■ **Exercise directions**
All records below must be reproduced exactly, although any pictures they contain are to be omitted.

■ **Raw data**
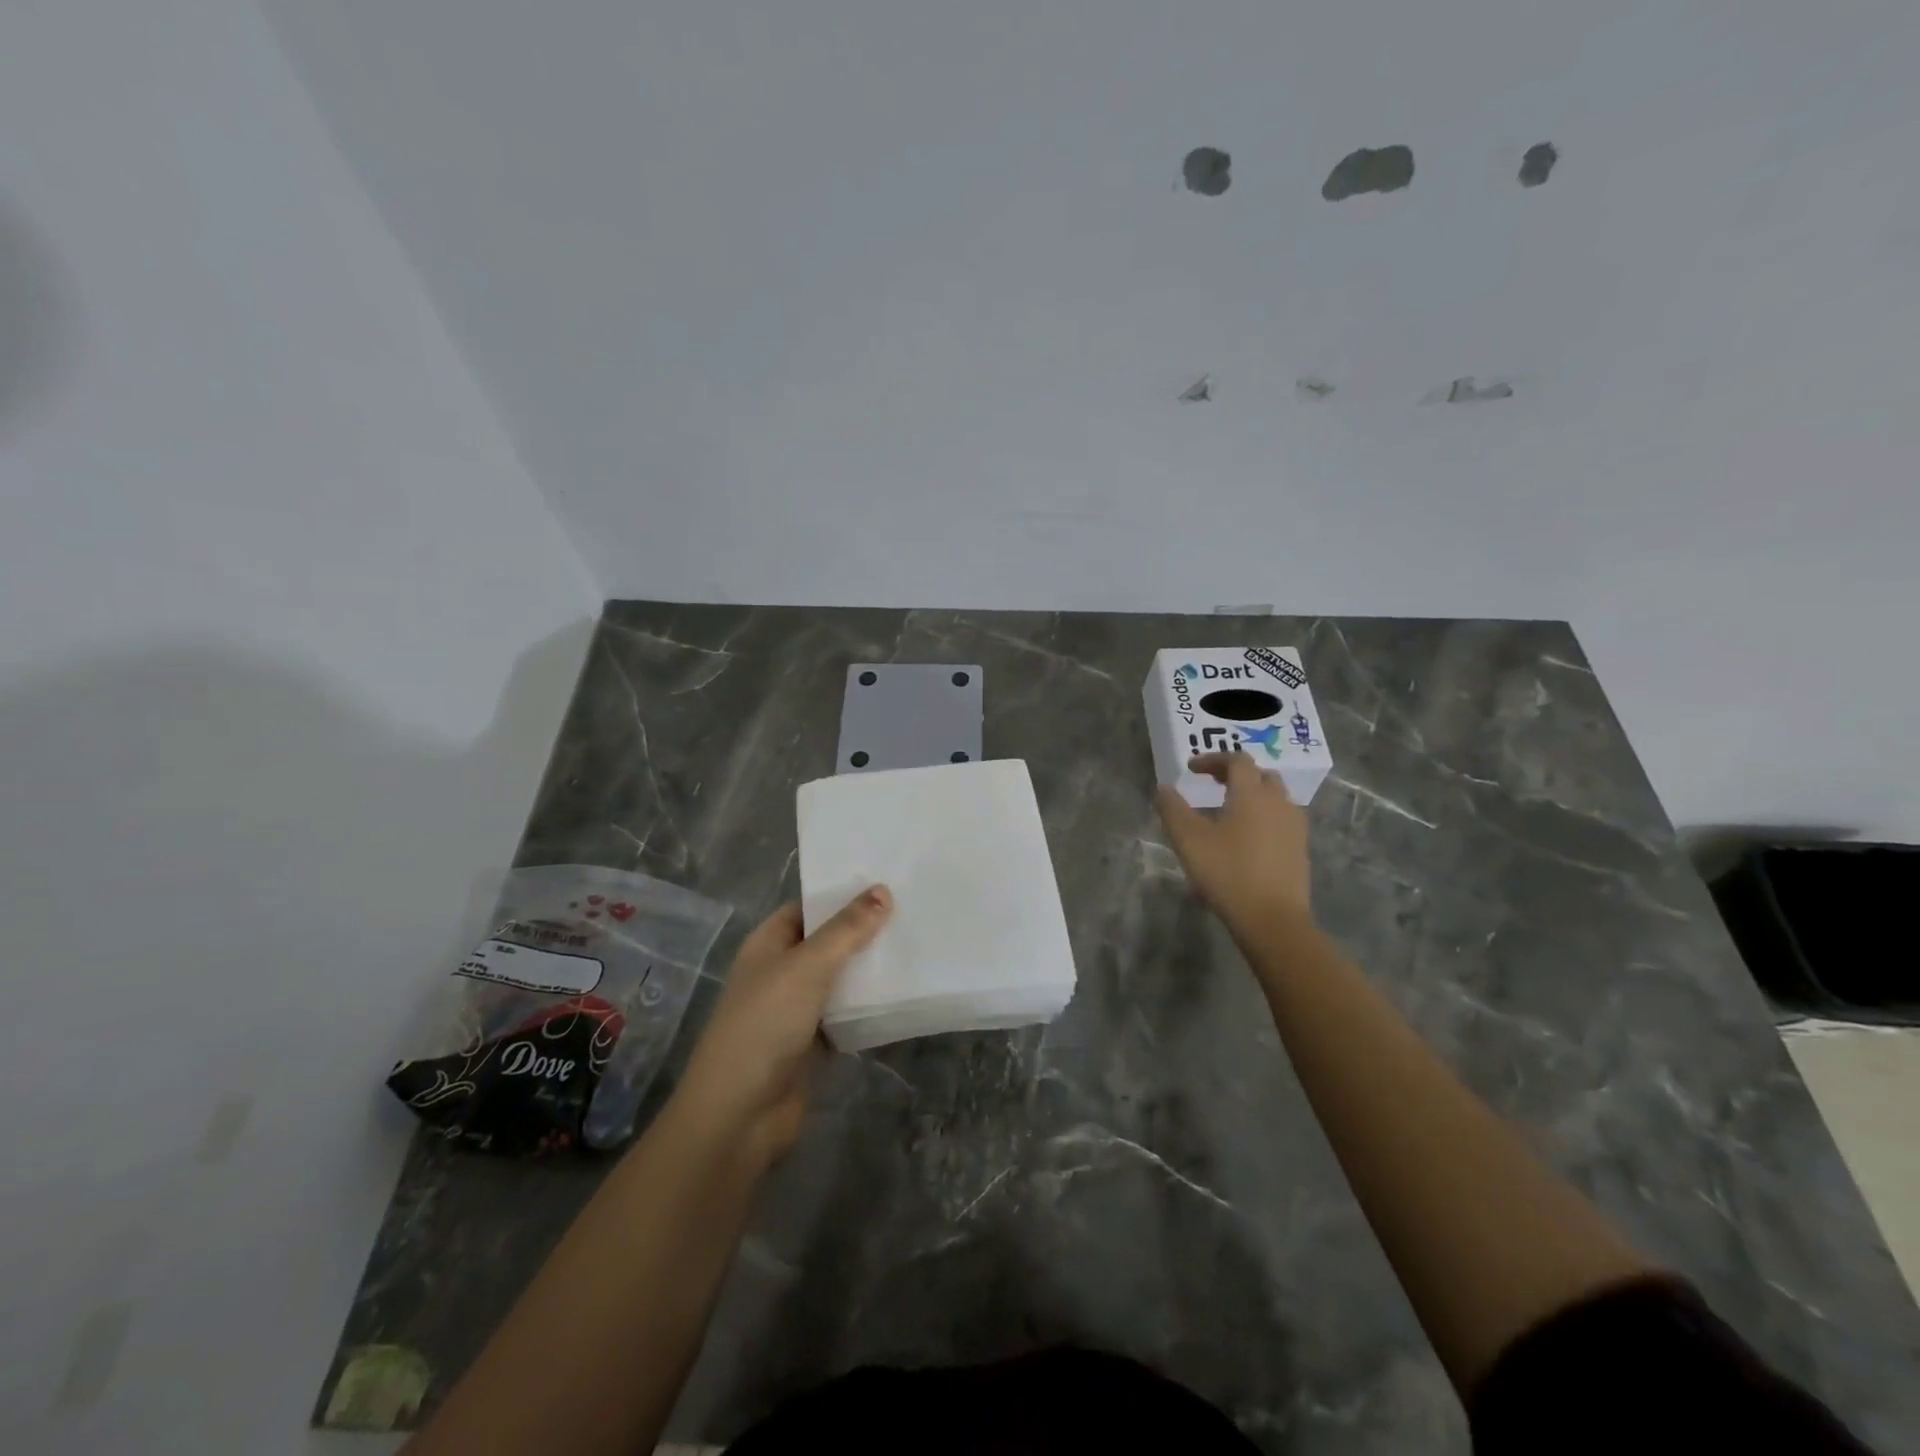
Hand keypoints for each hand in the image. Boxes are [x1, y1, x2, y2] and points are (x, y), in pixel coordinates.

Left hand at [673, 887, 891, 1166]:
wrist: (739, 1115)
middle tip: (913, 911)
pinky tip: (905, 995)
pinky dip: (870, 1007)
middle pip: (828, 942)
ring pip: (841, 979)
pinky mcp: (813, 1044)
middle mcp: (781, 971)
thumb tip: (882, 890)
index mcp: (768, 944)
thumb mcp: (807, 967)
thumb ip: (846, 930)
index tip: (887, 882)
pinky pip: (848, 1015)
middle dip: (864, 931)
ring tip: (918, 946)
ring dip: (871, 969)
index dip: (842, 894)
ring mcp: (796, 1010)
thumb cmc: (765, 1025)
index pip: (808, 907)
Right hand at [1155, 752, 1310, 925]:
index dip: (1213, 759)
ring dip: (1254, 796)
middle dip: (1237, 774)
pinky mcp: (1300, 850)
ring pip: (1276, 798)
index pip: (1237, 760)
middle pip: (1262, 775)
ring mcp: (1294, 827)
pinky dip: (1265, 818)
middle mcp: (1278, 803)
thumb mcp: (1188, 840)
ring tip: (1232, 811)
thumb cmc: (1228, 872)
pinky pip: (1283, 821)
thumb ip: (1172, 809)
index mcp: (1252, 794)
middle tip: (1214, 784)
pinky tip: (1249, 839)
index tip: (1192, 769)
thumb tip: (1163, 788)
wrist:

■ **Completed exercise**
Hand keypoints for each hand in the image. Boxes are [x1, y1, x2, y2] and points are (x, y), in pixel coordinates.

Left hand at [673, 887, 891, 1166]:
wrist: (739, 1115)
middle tip: (913, 911)
pinky tip: (905, 995)
pinky dip: (870, 1007)
middle pip: (828, 942)
ring pip: (841, 979)
pinky mcp: (813, 1044)
middle mcp: (781, 971)
thumb tip: (882, 890)
index mcp: (768, 944)
thumb mcp: (807, 967)
thumb ip: (846, 930)
index tip: (887, 882)
pinky pip: (848, 1015)
middle dip: (864, 931)
ring tip: (918, 946)
ring dip: (871, 969)
index dip: (842, 894)
ring mcp: (796, 1010)
thumb cmc: (765, 1025)
index pip: (808, 907)
Right hand at [1155, 752, 1310, 925]:
index dip: (1213, 759)
ring dip: (1254, 796)
middle dip: (1237, 774)
pinky mcp: (1300, 850)
ring pip: (1276, 798)
index pip: (1237, 760)
middle pip: (1262, 775)
ring mcp: (1294, 827)
pinky dip: (1265, 818)
middle mcp: (1278, 803)
thumb mcp: (1188, 840)
ring tip: (1232, 811)
thumb cmc: (1228, 872)
pinky pip: (1283, 821)
thumb ip: (1172, 809)
index mcp: (1252, 794)
middle tip: (1214, 784)
pinky tip: (1249, 839)
index tip: (1192, 769)
thumb tip: (1163, 788)
wrist:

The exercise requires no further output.